While undeniably beautiful with some rare and unseen archive footage, Getintothis’ James Sullivan finds that Heaven Adores You plays it safe and sheds little new light on Elliott Smith’s demons.
Last month FACT played host to Liverpool’s only cinema screening of the Elliott Smith documentary Heaven Adores You.
First-time director Nickolas Rossi had promised to place the music centre-stage. Which would seem to make sense: Elliott Smith’s songs were always cinematic in their ambition and emotional scope, even when they were often played by just him on his acoustic guitar.
That shambling, dirty-haired guy, this time in a crumpled white suit playing his acoustic guitar, opens the film. He looks tiny. Huge velvet curtains flank the stage, which itself is golden. The cameras swoop and swirl in soft-focus. Various voiceovers describe the ludicrous situation: Elliott Smith – inverted, uber-shy indie-hero – had been nominated for an Academy Award for his contribution to the Good Will Hunting soundtrack. The only thing more out of place would be if he were competing against, say, Celine Dion. Which of course he was.
The film tracks Smith’s life through the various albums he released, firstly with the band Heatmiser, and latterly under his own name. To guide us through this musical progression, Rossi uses many great sweeping shots of the three cities he lived in during these years: Portland, New York and, finally, Los Angeles. It’s functionally directed: cityscapes, talking heads and archive footage.
For an Elliott Smith fan – and there are many, obviously – the main draws were the previously unheard home recordings; the family photos; the interviews with friends, colleagues and, most rare of all, his little sister.
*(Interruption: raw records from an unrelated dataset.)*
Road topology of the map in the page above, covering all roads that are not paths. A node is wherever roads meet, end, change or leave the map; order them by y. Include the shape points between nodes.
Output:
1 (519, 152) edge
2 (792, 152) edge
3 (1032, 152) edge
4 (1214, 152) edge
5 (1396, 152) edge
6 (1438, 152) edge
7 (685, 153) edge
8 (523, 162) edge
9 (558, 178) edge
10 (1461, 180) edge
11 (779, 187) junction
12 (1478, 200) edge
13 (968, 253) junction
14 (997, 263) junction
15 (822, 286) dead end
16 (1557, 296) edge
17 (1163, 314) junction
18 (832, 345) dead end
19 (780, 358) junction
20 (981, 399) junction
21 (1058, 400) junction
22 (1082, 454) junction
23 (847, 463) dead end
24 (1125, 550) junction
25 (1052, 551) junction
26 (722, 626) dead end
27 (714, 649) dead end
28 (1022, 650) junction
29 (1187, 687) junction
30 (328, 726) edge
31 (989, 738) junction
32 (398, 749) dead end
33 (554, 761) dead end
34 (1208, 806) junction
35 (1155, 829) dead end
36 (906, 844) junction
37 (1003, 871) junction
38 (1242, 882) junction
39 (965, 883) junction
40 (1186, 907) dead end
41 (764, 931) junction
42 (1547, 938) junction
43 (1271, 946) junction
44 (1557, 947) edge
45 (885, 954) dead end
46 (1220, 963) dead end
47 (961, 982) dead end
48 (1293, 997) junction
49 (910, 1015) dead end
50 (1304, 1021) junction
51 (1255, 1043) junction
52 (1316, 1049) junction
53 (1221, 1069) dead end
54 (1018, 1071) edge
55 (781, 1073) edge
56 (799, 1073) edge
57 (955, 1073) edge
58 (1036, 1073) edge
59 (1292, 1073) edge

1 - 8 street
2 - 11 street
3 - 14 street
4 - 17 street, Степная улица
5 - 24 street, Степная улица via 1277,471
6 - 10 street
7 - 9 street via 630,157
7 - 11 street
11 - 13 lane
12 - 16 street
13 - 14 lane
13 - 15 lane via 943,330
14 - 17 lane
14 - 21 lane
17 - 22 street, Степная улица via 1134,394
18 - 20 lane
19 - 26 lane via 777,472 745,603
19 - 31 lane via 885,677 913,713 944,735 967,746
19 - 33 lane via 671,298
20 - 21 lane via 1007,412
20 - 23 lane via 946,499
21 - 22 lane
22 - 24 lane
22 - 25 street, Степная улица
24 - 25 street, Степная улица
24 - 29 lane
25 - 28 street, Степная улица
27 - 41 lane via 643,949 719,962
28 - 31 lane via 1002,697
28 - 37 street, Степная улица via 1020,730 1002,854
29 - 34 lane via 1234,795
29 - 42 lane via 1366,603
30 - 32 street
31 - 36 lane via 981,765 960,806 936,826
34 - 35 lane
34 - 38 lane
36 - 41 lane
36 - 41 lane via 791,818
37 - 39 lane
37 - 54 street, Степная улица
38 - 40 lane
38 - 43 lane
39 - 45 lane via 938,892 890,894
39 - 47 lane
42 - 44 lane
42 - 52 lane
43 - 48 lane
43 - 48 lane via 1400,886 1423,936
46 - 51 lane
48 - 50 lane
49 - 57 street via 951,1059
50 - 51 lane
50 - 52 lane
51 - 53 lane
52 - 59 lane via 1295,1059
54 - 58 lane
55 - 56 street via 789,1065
Those things are indeed all great. But therein lies the great compromise at the heart of the film. Hearing Elliott Smith finding his voice through home demos is fantastic, as is listening to people talking about their friend Elliott. Video director Ross Harris remembers him as a “human jukebox“; collaborator Jon Brion recalls his own exasperation at just how good Smith was; photographer Autumn de Wilde talks of her admiration for how he would hog the jukebox in a bar all night long.
But anyone with even a passing knowledge of his story knows there is more, much more. The tragic and undetermined death from two stab wounds, the drugs, the at-best complicated, at-worst deeply troubling relationship with his step-dad.
These subjects are passed over rapidly, or alluded to without ever being looked at further, which in itself becomes distracting. Why is no one talking about these things? He talked about them all the time – they’re right there in his songs!
You have to assume that this was part of the deal: his closest friends and family simply wouldn’t have agreed to speak on camera about the darker aspects of his character, or how it all ended so tragically, so abruptly. Even twelve years after his death, they’re still protecting him.
It’s hard to be churlish about that, but ultimately it leaves a big hole in the heart of the film. It’s never anything less than a joy to hear Elliott Smith songs being played; particularly with charming excerpts from live gigs, video footage of him fooling around, or old radio sessions. His awkward, stumbling speech contrasting so brilliantly with his musical virtuosity. So on that level, the film works.
But it feels compromised. Just by listening to his music, we already knew so much more.